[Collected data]
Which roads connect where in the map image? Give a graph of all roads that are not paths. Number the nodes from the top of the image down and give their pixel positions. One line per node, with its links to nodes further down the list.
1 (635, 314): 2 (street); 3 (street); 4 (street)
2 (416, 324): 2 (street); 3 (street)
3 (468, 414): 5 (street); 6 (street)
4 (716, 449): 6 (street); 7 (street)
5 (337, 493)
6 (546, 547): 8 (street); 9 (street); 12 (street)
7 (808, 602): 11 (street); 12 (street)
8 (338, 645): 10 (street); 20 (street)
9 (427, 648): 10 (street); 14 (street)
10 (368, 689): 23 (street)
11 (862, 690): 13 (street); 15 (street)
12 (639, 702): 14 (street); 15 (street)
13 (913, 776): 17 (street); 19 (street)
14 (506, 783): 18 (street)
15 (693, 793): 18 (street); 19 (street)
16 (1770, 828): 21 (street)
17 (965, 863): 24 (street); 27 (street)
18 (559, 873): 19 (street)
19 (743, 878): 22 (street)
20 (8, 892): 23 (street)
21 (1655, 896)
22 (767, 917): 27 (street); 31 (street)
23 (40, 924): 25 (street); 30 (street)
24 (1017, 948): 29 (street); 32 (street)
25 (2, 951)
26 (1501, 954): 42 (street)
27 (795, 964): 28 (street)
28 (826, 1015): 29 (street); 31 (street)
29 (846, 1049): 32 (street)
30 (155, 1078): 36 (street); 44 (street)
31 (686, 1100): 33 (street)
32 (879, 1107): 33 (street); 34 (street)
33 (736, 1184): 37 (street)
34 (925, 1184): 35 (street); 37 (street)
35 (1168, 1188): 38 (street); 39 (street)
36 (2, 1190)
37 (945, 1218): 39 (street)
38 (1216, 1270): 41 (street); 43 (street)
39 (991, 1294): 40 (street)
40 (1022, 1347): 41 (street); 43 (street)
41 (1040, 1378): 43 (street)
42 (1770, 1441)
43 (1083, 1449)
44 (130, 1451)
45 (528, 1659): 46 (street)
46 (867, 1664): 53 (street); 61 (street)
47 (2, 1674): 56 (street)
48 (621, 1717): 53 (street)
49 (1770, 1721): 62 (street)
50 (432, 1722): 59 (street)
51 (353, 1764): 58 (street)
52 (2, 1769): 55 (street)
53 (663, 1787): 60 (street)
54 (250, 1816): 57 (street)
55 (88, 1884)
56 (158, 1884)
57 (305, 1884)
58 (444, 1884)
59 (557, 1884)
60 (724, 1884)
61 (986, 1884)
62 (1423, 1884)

→ **WHAT NEEDS TO BE DONE**
Give every entry back exactly as it was written above.

→ **ANSWER AREA**
Which roads connect where in the map image? Give a graph of all roads that are not paths. Number the nodes from the top of the image down and give their pixel positions. One line per node, with its links to nodes further down the list.
1 (635, 314): 2 (street); 3 (street); 4 (street)
2 (416, 324): 2 (street); 3 (street)
3 (468, 414): 5 (street); 6 (street)
4 (716, 449): 6 (street); 7 (street)
5 (337, 493)
6 (546, 547): 8 (street); 9 (street); 12 (street)
7 (808, 602): 11 (street); 12 (street)
8 (338, 645): 10 (street); 20 (street)
9 (427, 648): 10 (street); 14 (street)
10 (368, 689): 23 (street)
11 (862, 690): 13 (street); 15 (street)
12 (639, 702): 14 (street); 15 (street)
13 (913, 776): 17 (street); 19 (street)
14 (506, 783): 18 (street)
15 (693, 793): 18 (street); 19 (street)
16 (1770, 828): 21 (street)
17 (965, 863): 24 (street); 27 (street)
18 (559, 873): 19 (street)
19 (743, 878): 22 (street)
20 (8, 892): 23 (street)
21 (1655, 896)
22 (767, 917): 27 (street); 31 (street)
23 (40, 924): 25 (street); 30 (street)
24 (1017, 948): 29 (street); 32 (street)
25 (2, 951)
26 (1501, 954): 42 (street)
27 (795, 964): 28 (street)
28 (826, 1015): 29 (street); 31 (street)
29 (846, 1049): 32 (street)
30 (155, 1078): 36 (street); 44 (street)
31 (686, 1100): 33 (street)
32 (879, 1107): 33 (street); 34 (street)
33 (736, 1184): 37 (street)
34 (925, 1184): 35 (street); 37 (street)
35 (1168, 1188): 38 (street); 39 (street)
36 (2, 1190)
37 (945, 1218): 39 (street)
38 (1216, 1270): 41 (street); 43 (street)
39 (991, 1294): 40 (street)
40 (1022, 1347): 41 (street); 43 (street)
41 (1040, 1378): 43 (street)
42 (1770, 1441)
43 (1083, 1449)
44 (130, 1451)
45 (528, 1659): 46 (street)
46 (867, 1664): 53 (street); 61 (street)
47 (2, 1674): 56 (street)
48 (621, 1717): 53 (street)
49 (1770, 1721): 62 (street)
50 (432, 1722): 59 (street)
51 (353, 1764): 58 (street)
52 (2, 1769): 55 (street)
53 (663, 1787): 60 (street)
54 (250, 1816): 57 (street)
55 (88, 1884)
56 (158, 1884)
57 (305, 1884)
58 (444, 1884)
59 (557, 1884)
60 (724, 1884)
61 (986, 1884)
62 (1423, 1884)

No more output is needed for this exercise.